WORK REQUIRED: Search the records for lines that contain the word "学堂园路". Copy them all.

RECORDS PROVIDED START

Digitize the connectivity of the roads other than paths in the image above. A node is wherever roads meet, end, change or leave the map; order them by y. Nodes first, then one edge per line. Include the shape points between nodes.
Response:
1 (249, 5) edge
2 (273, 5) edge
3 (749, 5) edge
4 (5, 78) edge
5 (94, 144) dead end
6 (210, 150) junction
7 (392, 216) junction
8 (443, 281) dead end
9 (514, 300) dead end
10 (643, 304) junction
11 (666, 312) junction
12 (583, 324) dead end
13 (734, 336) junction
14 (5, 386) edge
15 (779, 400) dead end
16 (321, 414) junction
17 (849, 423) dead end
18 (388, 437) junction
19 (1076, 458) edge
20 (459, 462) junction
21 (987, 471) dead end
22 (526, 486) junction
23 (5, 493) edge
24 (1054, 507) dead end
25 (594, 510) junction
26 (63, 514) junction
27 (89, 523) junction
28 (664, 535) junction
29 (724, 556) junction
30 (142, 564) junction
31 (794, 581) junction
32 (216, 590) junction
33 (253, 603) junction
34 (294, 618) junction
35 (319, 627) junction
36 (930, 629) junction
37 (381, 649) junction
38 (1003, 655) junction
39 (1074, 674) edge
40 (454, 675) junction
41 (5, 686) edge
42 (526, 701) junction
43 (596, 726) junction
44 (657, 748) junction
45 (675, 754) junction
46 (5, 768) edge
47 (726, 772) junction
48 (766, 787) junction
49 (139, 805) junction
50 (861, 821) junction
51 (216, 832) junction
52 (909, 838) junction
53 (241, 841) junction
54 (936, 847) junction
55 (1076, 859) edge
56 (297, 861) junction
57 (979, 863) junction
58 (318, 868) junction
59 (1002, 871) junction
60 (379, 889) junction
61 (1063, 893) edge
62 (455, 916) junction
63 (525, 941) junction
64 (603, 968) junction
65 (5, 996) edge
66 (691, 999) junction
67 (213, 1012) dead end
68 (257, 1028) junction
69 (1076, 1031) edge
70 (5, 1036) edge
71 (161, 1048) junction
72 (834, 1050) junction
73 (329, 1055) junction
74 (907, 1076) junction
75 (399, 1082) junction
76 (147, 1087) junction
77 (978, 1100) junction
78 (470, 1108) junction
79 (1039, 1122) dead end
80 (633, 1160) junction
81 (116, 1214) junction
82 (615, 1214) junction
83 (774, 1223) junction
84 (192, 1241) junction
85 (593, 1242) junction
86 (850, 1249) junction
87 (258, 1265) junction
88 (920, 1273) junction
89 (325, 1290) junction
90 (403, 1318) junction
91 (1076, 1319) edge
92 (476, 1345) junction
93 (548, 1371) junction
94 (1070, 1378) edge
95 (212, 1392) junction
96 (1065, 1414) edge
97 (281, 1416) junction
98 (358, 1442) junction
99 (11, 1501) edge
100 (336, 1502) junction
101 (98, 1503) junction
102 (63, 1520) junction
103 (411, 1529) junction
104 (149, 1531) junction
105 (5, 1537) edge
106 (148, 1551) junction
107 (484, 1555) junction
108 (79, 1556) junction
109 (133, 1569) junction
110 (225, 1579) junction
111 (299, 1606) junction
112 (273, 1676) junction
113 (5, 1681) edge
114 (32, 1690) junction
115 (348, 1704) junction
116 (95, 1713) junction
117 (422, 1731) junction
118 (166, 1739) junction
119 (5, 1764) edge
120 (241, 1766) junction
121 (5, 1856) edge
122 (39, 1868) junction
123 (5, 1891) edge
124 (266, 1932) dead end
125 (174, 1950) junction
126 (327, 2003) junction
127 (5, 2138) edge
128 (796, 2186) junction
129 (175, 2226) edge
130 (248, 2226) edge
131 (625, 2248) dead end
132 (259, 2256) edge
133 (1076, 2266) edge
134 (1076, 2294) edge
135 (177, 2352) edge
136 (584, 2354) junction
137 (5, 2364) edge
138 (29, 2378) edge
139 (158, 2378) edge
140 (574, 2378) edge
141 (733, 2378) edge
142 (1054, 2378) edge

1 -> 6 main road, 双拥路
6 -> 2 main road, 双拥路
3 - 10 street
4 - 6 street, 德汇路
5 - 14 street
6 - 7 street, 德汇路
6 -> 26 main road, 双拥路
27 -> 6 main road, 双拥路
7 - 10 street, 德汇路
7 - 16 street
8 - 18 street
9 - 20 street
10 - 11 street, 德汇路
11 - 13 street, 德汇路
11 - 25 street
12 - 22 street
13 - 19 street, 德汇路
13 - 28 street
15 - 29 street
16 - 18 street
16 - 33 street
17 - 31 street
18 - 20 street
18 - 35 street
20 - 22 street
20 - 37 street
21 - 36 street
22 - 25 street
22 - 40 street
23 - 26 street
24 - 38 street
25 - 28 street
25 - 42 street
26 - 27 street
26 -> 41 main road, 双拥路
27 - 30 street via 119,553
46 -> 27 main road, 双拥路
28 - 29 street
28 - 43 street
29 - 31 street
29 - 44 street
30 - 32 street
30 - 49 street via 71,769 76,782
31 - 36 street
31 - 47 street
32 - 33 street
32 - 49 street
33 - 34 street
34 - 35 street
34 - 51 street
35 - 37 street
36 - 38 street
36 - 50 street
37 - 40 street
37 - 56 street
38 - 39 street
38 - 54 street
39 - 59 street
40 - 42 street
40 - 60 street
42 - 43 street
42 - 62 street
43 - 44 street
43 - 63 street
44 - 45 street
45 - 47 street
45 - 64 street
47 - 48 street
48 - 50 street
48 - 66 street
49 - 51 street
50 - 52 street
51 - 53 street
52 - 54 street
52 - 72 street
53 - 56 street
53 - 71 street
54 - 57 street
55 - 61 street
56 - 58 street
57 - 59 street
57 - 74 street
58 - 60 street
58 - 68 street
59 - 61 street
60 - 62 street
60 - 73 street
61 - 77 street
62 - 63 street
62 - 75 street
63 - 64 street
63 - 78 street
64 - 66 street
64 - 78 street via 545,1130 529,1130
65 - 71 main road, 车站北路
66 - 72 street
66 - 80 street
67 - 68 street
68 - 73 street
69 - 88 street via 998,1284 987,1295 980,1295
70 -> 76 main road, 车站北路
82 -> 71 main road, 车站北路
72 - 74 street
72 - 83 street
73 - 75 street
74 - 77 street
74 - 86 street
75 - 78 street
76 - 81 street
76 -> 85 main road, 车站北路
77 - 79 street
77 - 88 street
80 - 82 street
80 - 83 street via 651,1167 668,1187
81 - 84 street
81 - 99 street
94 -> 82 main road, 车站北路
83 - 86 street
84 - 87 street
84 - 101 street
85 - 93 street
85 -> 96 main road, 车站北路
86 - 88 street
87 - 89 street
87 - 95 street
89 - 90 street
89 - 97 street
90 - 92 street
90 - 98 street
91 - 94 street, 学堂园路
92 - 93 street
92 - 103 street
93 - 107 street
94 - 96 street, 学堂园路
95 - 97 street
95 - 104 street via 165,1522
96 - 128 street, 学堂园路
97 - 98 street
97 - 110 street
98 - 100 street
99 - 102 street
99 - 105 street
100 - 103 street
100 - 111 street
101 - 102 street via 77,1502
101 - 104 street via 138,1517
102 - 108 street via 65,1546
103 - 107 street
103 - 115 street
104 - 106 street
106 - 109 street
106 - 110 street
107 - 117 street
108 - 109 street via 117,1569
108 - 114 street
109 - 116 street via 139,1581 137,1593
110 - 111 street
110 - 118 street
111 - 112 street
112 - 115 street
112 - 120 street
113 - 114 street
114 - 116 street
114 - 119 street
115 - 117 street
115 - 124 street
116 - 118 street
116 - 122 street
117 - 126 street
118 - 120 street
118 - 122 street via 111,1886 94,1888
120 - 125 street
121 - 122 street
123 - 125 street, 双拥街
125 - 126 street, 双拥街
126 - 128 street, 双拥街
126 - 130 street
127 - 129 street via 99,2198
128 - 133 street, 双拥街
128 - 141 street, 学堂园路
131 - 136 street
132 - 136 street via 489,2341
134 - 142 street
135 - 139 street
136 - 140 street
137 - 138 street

RECORDS PROVIDED END

RESPONSE AREA:
91 - 94 street, 学堂园路
94 - 96 street, 学堂园路
96 - 128 street, 学堂园路
128 - 141 street, 学堂园路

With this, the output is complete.